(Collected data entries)
==============================

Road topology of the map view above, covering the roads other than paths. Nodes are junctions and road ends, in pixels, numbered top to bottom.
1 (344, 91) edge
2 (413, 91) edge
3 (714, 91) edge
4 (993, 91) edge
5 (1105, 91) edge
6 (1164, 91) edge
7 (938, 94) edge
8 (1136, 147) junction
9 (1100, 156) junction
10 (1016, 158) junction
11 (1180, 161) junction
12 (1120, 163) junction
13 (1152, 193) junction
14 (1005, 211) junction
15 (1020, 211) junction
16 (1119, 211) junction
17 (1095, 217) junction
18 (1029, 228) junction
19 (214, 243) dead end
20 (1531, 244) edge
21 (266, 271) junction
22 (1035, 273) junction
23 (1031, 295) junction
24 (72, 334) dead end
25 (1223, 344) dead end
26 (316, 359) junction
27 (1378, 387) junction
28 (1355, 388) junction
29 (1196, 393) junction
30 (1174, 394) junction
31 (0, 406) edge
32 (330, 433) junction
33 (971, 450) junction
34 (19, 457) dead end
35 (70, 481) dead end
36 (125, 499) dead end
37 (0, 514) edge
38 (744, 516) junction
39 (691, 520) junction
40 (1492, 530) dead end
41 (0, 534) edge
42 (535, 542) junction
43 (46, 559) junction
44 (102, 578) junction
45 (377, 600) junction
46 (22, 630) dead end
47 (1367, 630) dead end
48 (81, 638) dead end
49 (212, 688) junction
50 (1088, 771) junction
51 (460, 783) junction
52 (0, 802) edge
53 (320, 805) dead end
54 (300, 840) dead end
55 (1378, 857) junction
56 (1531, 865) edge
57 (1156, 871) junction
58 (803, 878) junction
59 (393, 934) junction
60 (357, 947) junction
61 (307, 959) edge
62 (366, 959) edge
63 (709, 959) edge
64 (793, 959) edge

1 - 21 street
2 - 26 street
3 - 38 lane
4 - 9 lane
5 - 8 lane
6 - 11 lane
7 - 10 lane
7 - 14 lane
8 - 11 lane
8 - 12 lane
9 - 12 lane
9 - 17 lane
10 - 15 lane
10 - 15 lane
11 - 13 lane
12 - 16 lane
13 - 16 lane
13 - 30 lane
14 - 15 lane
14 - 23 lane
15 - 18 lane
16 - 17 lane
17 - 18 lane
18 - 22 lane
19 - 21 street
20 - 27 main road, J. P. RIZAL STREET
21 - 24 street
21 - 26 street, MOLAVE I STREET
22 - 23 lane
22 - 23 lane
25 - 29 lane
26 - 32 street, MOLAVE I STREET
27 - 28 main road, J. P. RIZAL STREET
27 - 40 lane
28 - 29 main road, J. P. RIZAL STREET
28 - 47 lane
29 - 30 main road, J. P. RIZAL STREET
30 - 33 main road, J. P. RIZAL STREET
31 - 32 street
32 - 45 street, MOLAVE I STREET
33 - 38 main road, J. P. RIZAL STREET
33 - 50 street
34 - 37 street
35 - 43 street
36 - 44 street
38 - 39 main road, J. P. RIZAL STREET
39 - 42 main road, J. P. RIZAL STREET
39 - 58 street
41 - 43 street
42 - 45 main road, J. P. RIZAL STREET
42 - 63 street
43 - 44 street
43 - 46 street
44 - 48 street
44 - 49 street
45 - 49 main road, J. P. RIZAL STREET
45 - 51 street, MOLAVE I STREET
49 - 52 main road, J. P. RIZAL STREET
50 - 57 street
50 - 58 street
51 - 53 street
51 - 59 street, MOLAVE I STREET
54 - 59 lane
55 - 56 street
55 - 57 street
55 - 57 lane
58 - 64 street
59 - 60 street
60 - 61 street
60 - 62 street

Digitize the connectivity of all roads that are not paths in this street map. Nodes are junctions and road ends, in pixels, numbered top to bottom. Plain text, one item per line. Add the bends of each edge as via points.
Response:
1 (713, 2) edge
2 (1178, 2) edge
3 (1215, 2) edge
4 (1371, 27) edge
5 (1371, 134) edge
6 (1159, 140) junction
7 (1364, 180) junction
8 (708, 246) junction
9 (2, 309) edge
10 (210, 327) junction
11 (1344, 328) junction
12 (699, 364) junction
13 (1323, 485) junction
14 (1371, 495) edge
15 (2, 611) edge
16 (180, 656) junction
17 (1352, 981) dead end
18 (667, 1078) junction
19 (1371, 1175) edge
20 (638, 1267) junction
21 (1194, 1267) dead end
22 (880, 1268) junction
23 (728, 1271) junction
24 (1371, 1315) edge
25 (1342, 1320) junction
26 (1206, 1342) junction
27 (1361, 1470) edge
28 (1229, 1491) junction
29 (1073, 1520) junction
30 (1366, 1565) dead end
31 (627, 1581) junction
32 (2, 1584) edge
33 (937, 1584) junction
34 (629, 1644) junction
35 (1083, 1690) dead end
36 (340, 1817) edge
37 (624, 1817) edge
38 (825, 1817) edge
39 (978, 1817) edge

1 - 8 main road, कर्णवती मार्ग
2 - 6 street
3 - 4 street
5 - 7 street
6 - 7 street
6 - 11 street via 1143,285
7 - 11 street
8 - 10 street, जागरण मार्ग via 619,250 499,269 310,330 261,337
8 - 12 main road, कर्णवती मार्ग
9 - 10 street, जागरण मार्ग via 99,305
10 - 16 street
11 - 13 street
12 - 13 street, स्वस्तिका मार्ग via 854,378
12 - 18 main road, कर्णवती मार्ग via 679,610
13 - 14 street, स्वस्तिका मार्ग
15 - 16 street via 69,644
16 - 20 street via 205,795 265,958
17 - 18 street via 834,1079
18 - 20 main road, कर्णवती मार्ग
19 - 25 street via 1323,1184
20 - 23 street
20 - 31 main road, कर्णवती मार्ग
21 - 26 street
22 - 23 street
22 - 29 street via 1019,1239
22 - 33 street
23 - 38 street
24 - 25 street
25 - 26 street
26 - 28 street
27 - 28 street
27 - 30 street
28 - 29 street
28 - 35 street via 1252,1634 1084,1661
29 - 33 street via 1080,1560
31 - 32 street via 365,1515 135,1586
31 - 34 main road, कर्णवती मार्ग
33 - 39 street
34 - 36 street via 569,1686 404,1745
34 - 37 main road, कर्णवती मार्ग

==============================

YOUR GOAL >>
The string "Nodes" marks the lines to copy; report each of them from the data above.

THE ANSWER >>
Road topology of the map view above, covering the roads other than paths. Nodes are junctions and road ends, in pixels, numbered top to bottom.
Digitize the connectivity of all roads that are not paths in this street map. Nodes are junctions and road ends, in pixels, numbered top to bottom. Plain text, one item per line. Add the bends of each edge as via points.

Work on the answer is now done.